* [TASK ITEM]:
The response must contain every record, repeated exactly.

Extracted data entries
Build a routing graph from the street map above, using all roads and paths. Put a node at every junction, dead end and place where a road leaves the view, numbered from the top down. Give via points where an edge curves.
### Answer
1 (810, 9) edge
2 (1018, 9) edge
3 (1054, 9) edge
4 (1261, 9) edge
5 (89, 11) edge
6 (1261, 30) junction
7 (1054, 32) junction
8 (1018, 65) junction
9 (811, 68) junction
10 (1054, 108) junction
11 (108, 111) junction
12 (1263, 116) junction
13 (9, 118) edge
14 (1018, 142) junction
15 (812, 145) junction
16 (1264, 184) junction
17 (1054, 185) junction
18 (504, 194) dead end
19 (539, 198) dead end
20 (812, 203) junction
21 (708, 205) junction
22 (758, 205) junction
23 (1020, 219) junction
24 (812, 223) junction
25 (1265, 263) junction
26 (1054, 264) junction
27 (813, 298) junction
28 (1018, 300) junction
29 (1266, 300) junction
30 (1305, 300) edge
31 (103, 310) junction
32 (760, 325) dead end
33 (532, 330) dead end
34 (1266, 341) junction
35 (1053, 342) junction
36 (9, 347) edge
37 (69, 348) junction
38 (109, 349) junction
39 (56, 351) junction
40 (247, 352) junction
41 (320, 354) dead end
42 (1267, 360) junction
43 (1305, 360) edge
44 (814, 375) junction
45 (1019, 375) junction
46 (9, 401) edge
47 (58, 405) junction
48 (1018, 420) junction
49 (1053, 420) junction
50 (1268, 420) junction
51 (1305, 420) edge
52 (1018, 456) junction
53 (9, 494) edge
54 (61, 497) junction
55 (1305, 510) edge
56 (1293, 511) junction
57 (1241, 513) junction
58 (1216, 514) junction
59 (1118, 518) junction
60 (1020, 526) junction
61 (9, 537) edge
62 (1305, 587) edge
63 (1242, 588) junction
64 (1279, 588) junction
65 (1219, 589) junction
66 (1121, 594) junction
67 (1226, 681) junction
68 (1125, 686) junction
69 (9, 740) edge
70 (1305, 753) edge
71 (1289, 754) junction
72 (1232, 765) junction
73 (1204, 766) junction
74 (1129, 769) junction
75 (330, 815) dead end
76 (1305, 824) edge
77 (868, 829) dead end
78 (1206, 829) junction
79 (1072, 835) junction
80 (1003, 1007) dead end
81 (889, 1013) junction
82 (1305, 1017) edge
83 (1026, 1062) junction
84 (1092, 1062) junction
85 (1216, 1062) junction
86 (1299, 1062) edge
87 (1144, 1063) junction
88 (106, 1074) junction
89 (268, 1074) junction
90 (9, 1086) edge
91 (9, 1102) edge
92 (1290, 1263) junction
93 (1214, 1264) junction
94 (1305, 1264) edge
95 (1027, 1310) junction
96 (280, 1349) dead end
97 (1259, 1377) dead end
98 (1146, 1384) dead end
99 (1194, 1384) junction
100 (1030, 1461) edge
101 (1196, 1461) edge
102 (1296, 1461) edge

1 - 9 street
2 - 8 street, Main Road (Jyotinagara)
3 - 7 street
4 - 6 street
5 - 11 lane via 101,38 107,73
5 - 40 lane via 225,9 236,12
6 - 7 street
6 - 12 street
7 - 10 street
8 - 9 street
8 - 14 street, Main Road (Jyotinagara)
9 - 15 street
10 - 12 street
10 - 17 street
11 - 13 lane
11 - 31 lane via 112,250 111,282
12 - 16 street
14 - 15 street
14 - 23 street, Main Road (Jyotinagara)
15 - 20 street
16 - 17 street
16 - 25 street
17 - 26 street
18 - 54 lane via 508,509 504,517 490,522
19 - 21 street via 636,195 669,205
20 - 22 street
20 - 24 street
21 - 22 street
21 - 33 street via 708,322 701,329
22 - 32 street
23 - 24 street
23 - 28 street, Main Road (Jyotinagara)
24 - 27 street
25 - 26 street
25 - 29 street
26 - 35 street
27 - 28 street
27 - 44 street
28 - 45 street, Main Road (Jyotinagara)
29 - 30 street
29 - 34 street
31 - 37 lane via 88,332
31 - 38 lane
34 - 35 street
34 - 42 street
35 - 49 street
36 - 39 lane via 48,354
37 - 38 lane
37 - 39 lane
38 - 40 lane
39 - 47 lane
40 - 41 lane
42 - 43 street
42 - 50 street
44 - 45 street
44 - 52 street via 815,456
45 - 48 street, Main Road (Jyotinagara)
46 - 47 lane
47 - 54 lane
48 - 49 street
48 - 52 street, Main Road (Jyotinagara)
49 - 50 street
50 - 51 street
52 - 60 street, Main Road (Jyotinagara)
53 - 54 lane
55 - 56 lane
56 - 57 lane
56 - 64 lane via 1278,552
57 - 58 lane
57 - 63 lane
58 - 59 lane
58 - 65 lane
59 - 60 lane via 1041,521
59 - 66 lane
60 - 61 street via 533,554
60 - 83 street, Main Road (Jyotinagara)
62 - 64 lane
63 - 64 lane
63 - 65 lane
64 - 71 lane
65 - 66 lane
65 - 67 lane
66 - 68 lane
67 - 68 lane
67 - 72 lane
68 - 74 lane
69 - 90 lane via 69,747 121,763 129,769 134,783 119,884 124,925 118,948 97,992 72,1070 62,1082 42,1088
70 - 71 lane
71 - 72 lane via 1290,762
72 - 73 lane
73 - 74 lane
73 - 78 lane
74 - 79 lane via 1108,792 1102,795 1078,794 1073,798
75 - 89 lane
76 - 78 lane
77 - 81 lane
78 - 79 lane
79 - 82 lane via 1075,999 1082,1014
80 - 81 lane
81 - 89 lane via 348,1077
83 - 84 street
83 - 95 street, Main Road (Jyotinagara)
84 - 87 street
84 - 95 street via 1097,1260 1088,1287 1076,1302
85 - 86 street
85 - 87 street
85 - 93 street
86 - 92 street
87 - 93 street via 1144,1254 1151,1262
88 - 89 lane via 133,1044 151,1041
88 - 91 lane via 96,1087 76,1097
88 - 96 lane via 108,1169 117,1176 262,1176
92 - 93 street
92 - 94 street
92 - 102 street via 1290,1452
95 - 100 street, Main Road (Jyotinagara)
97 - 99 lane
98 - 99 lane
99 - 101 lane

* [OUTPUT FOR THIS TASK]:
Build a routing graph from the street map above, using all roads and paths. Put a node at every junction, dead end and place where a road leaves the view, numbered from the top down. Give via points where an edge curves.
### Answer
1 (810, 9) edge
2 (1018, 9) edge
3 (1054, 9) edge
4 (1261, 9) edge
5 (89, 11) edge
6 (1261, 30) junction
7 (1054, 32) junction
8 (1018, 65) junction
9 (811, 68) junction
10 (1054, 108) junction
11 (108, 111) junction
12 (1263, 116) junction
13 (9, 118) edge
14 (1018, 142) junction
15 (812, 145) junction
16 (1264, 184) junction
17 (1054, 185) junction
18 (504, 194) dead end
19 (539, 198) dead end
20 (812, 203) junction
21 (708, 205) junction
22 (758, 205) junction
23 (1020, 219) junction
24 (812, 223) junction
25 (1265, 263) junction
26 (1054, 264) junction
27 (813, 298) junction
28 (1018, 300) junction
29 (1266, 300) junction
30 (1305, 300) edge
31 (103, 310) junction
32 (760, 325) dead end
33 (532, 330) dead end
34 (1266, 341) junction
35 (1053, 342) junction
36 (9, 347) edge
37 (69, 348) junction
38 (109, 349) junction
39 (56, 351) junction
40 (247, 352) junction
41 (320, 354) dead end
42 (1267, 360) junction
43 (1305, 360) edge
44 (814, 375) junction
45 (1019, 375) junction
46 (9, 401) edge
47 (58, 405) junction
48 (1018, 420) junction
49 (1053, 420) junction
50 (1268, 420) junction
51 (1305, 420) edge
52 (1018, 456) junction
53 (9, 494) edge
54 (61, 497) junction
55 (1305, 510) edge
56 (1293, 511) junction
57 (1241, 513) junction
58 (1216, 514) junction
59 (1118, 518) junction
60 (1020, 526) junction
61 (9, 537) edge
62 (1305, 587) edge
63 (1242, 588) junction
64 (1279, 588) junction
65 (1219, 589) junction
66 (1121, 594) junction
67 (1226, 681) junction
68 (1125, 686) junction
69 (9, 740) edge
70 (1305, 753) edge
71 (1289, 754) junction
72 (1232, 765) junction
73 (1204, 766) junction
74 (1129, 769) junction
75 (330, 815) dead end
76 (1305, 824) edge
77 (868, 829) dead end
78 (1206, 829) junction
79 (1072, 835) junction
80 (1003, 1007) dead end
81 (889, 1013) junction
82 (1305, 1017) edge
83 (1026, 1062) junction
84 (1092, 1062) junction
85 (1216, 1062) junction
86 (1299, 1062) edge
87 (1144, 1063) junction
88 (106, 1074) junction
89 (268, 1074) junction
90 (9, 1086) edge
91 (9, 1102) edge
92 (1290, 1263) junction
93 (1214, 1264) junction
94 (1305, 1264) edge
95 (1027, 1310) junction
96 (280, 1349) dead end
97 (1259, 1377) dead end
98 (1146, 1384) dead end
99 (1194, 1384) junction
100 (1030, 1461) edge
101 (1196, 1461) edge
102 (1296, 1461) edge

1 - 9 street
2 - 8 street, Main Road (Jyotinagara)
3 - 7 street
4 - 6 street
5 - 11 lane via 101,38 107,73
5 - 40 lane via 225,9 236,12
6 - 7 street
6 - 12 street
7 - 10 street
8 - 9 street
8 - 14 street, Main Road (Jyotinagara)
9 - 15 street
10 - 12 street
10 - 17 street
11 - 13 lane
11 - 31 lane via 112,250 111,282
12 - 16 street
14 - 15 street
14 - 23 street, Main Road (Jyotinagara)
15 - 20 street
16 - 17 street
16 - 25 street
17 - 26 street
18 - 54 lane via 508,509 504,517 490,522
19 - 21 street via 636,195 669,205
20 - 22 street
20 - 24 street
21 - 22 street
21 - 33 street via 708,322 701,329
22 - 32 street
23 - 24 street
23 - 28 street, Main Road (Jyotinagara)
24 - 27 street
25 - 26 street
25 - 29 street
26 - 35 street
27 - 28 street
27 - 44 street
28 - 45 street, Main Road (Jyotinagara)
29 - 30 street
29 - 34 street
31 - 37 lane via 88,332
31 - 38 lane
34 - 35 street
34 - 42 street
35 - 49 street
36 - 39 lane via 48,354
37 - 38 lane
37 - 39 lane
38 - 40 lane
39 - 47 lane
40 - 41 lane
42 - 43 street
42 - 50 street
44 - 45 street
44 - 52 street via 815,456
45 - 48 street, Main Road (Jyotinagara)
46 - 47 lane
47 - 54 lane
48 - 49 street
48 - 52 street, Main Road (Jyotinagara)
49 - 50 street
50 - 51 street
52 - 60 street, Main Road (Jyotinagara)
53 - 54 lane
55 - 56 lane
56 - 57 lane
56 - 64 lane via 1278,552
57 - 58 lane
57 - 63 lane
58 - 59 lane
58 - 65 lane
59 - 60 lane via 1041,521
59 - 66 lane
60 - 61 street via 533,554
60 - 83 street, Main Road (Jyotinagara)
62 - 64 lane
63 - 64 lane
63 - 65 lane
64 - 71 lane
65 - 66 lane
65 - 67 lane
66 - 68 lane
67 - 68 lane
67 - 72 lane
68 - 74 lane
69 - 90 lane via 69,747 121,763 129,769 134,783 119,884 124,925 118,948 97,992 72,1070 62,1082 42,1088
70 - 71 lane
71 - 72 lane via 1290,762
72 - 73 lane
73 - 74 lane
73 - 78 lane
74 - 79 lane via 1108,792 1102,795 1078,794 1073,798
75 - 89 lane
76 - 78 lane
77 - 81 lane
78 - 79 lane
79 - 82 lane via 1075,999 1082,1014
80 - 81 lane
81 - 89 lane via 348,1077
83 - 84 street
83 - 95 street, Main Road (Jyotinagara)
84 - 87 street
84 - 95 street via 1097,1260 1088,1287 1076,1302
85 - 86 street
85 - 87 street
85 - 93 street
86 - 92 street
87 - 93 street via 1144,1254 1151,1262
88 - 89 lane via 133,1044 151,1041
88 - 91 lane via 96,1087 76,1097
88 - 96 lane via 108,1169 117,1176 262,1176
92 - 93 street
92 - 94 street
92 - 102 street via 1290,1452
95 - 100 street, Main Road (Jyotinagara)
97 - 99 lane
98 - 99 lane
99 - 101 lane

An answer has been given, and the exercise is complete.